If I want something production quality, I use Eagle. Which, by the way I was able to use to toss together a breakout board similar to what the OP is describing without a schematic in about 5 minutes. It actually took me longer to type this reply than it did to create that artwork.
 

Thread Starter

Hamlet

Joined Jun 10, 2015
519
k
AutoCAD is perfectly capable of drawing (pretty much anything), but cannot (as far as I know) output a gerber file.

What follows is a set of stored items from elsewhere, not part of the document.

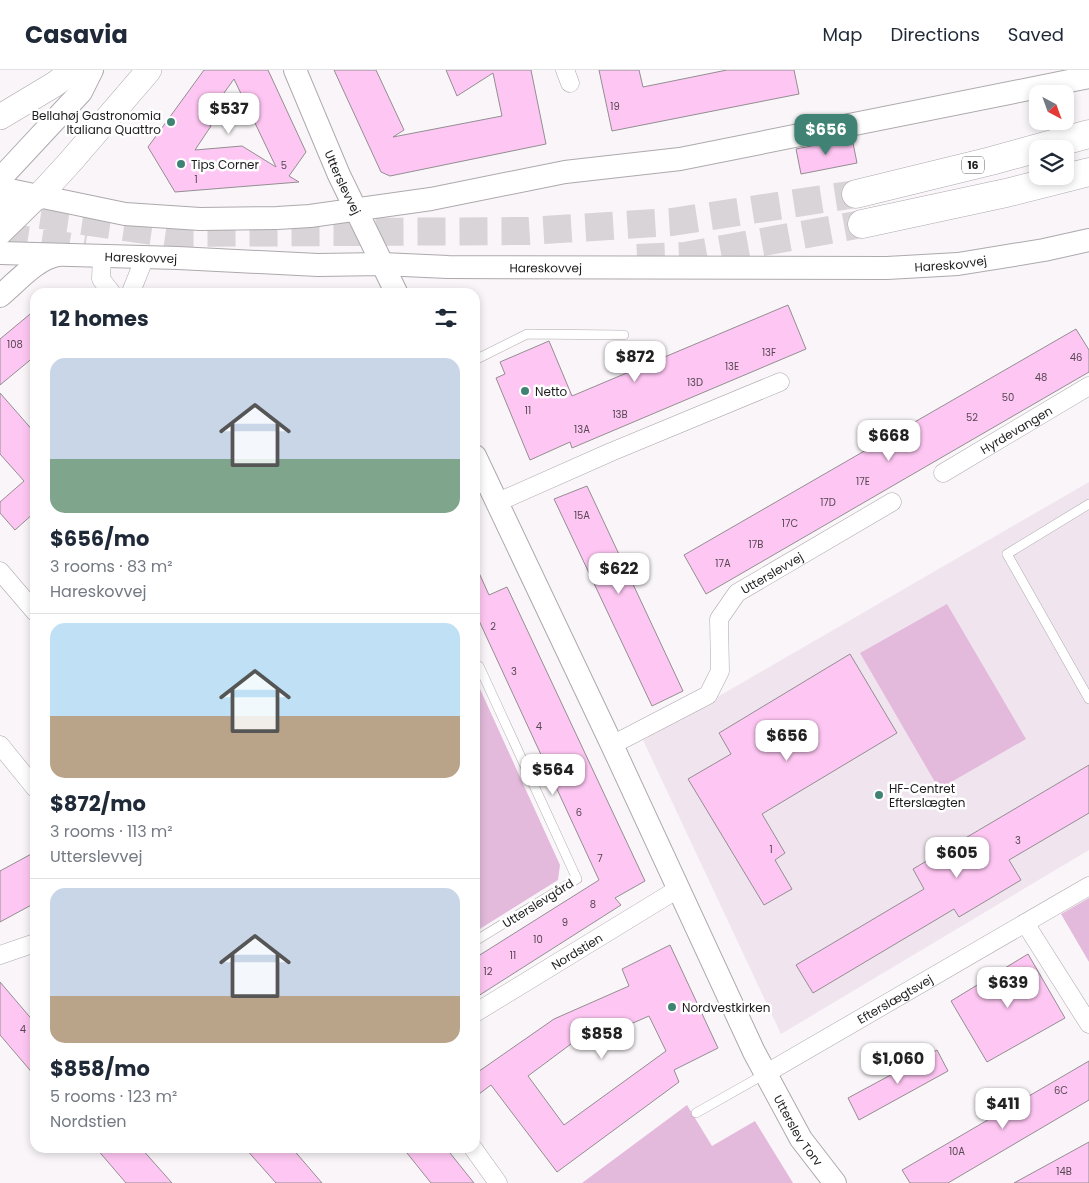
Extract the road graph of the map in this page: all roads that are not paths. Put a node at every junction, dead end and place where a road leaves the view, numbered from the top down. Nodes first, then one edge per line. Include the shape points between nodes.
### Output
1 (74, 70) edge
2 (92, 70) edge
3 (149, 70) edge
4 (295, 70) edge
5 (1089, 77) edge
6 (0, 116) edge
7 (1089, 134) edge
8 (1089, 172) edge
9 (0, 179) edge
10 (0, 188) edge
11 (856, 194) tunnel mouth
12 (38, 197) junction
13 (0, 207) edge
14 (355, 210) junction
15 (862, 224) tunnel mouth
16 (0, 234) edge
17 (1089, 240) edge
18 (0, 252) edge
19 (64, 254) junction
20 (102, 256) junction
21 (145, 257) junction
22 (382, 264) junction
23 (108, 288) edge
24 (133, 288) edge
25 (394, 288) edge
26 (0, 296) edge
27 (624, 335) dead end
28 (480, 358) edge
29 (780, 382) dead end
30 (1089, 386) edge
31 (480, 466) edge
32 (943, 473) dead end
33 (498, 502) junction
34 (892, 502) dead end
35 (1089, 504) edge
36 (0, 571) edge
37 (30, 606) edge
38 (480, 668) edge
39 (1089, 699) edge
40 (612, 745) junction
41 (0, 746) edge
42 (30, 782) edge
43 (1089, 886) edge
44 (678, 889) junction
45 (1026, 923) junction
46 (480, 939) edge
47 (30, 945) edge
48 (0, 956) edge
49 (480, 1010) edge
50 (1089, 1024) edge
51 (765, 1074) junction
52 (696, 1113) dead end
53 (477, 1153) edge
54 (498, 1183) edge
55 (835, 1183) edge

1 - 6 main road
2 - 9 street via 81,92
3 - 12 main road
4 - 14 street, Utterslevvej
5 - 14 street via 680,159 565,172 431,199
7 - 11 main road, 16
8 - 15 main road
10 - 12 street
12 - 13 main road
12 - 14 street via 125,214 194,219 277,218
12 - 16 street
14 - 22 street, Utterslevvej
17 - 22 street, Hareskovvej via 958,264 888,268
18 - 19 street, Hareskovvej
19 - 20 street, Hareskovvej
19 - 26 street via 39,264
20 - 21 street, Hareskovvej
20 - 23 street via 101,278
21 - 22 street, Hareskovvej via 318,266
21 - 24 street
22 - 25 street, Utterslevvej
27 - 28 lane via 527,334
29 - 33 street
30 - 32 street, Hyrdevangen
31 - 33 street
33 - 40 street
34 - 40 street, Utterslevvej via 736,593 719,619 720,670 708,695
35 - 39 lane via 1007,554
36 - 37 street
38 - 46 lane, Utterslevgård via 577,879
40 - 44 street
41 - 42 street
43 - 45 street, Efterslægtsvej
44 - 49 street, Nordstien
44 - 51 street
45 - 50 street
45 - 51 street, Efterslægtsvej
47 - 48 street
51 - 52 lane
51 - 55 street, Utterslev Torv via 802,1139
53 - 54 street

Hamlet, is this a one-off thing, or are you likely to want to design other PCBs?
I am going to design other pcbs. My frustration was that I wanted to do something which I thought should be dead-simple, but turned out to be as enjoyable as a bag of snakes. All these programs are very proscribed, and the work-flow is designed with the aim of facilitating rather complex designs, but to get my feet wet, all I wanted to do was a simple breakout board, just 100mm square, because many fabs in china use this size as their rock bottom price/offering, and that's more than enough acreage for the little electron-farms that I want/need to cultivate right now.
 

MisterBill2

Joined Jan 23, 2018
18,519
CERTAINLY creating the schematic can be a challenge with the PCB layout programs. I found that with the Eagle program, after doing MANY circuit drawings with Autocad. They are very much different in many different ways. So don't be discouraged too much.
 

MaxHeadRoom

Joined Jul 18, 2013
28,688
Many seem to be disappointed that multi-featured programs that offer many in depth features such as AutoCad, Kicad etc, have a long learning curve, i.e. "are NOT Dead Simple" ?
It stands to reason You cannot have one without the other, I got in to Autocad when DOS was still a viable programming art, I am still learning some of the tricks.
The same goes for Kicad that started in 1992 and now has the backing of Cern and is still being developed, with ver 6 due to be released this summer.
There are Many tutorials out there, both of Kicad origin and 3rd party versions.
I found that (free) Kicad is easily a contender to the high priced types such as OrCad, which BTW, also has an eqully long learning curve.!.
Max.

.
 

MisterBill2

Joined Jan 23, 2018
18,519
Many seem to be disappointed that multi-featured programs that offer many in depth features such as AutoCad, Kicad etc, have a long learning curve, i.e. "are NOT Dead Simple" ?
It stands to reason You cannot have one without the other, I got in to Autocad when DOS was still a viable programming art, I am still learning some of the tricks.
The same goes for Kicad that started in 1992 and now has the backing of Cern and is still being developed, with ver 6 due to be released this summer.
There are Many tutorials out there, both of Kicad origin and 3rd party versions.
I found that (free) Kicad is easily a contender to the high priced types such as OrCad, which BTW, also has an eqully long learning curve.!.
Max.

.
Max, I was given a rather obsolete version of Orcad, and you are certainly correct about the long learning curve. And there were issues getting it to even load with windows XP, so it was "not quite right." But certainly it would be handy to be able to use. The local board producer that can adapt Autocad drawings for board production is far from cheap. And on top of all that, the computer able to run it is the one that suffered the lightning strike damage.
And the issue with the Eagle PCB software is that it is so very different from what I was quite good with. Yes, my first ACAD experience was with version 8, wich was replaced by version 10 at that place quite soon.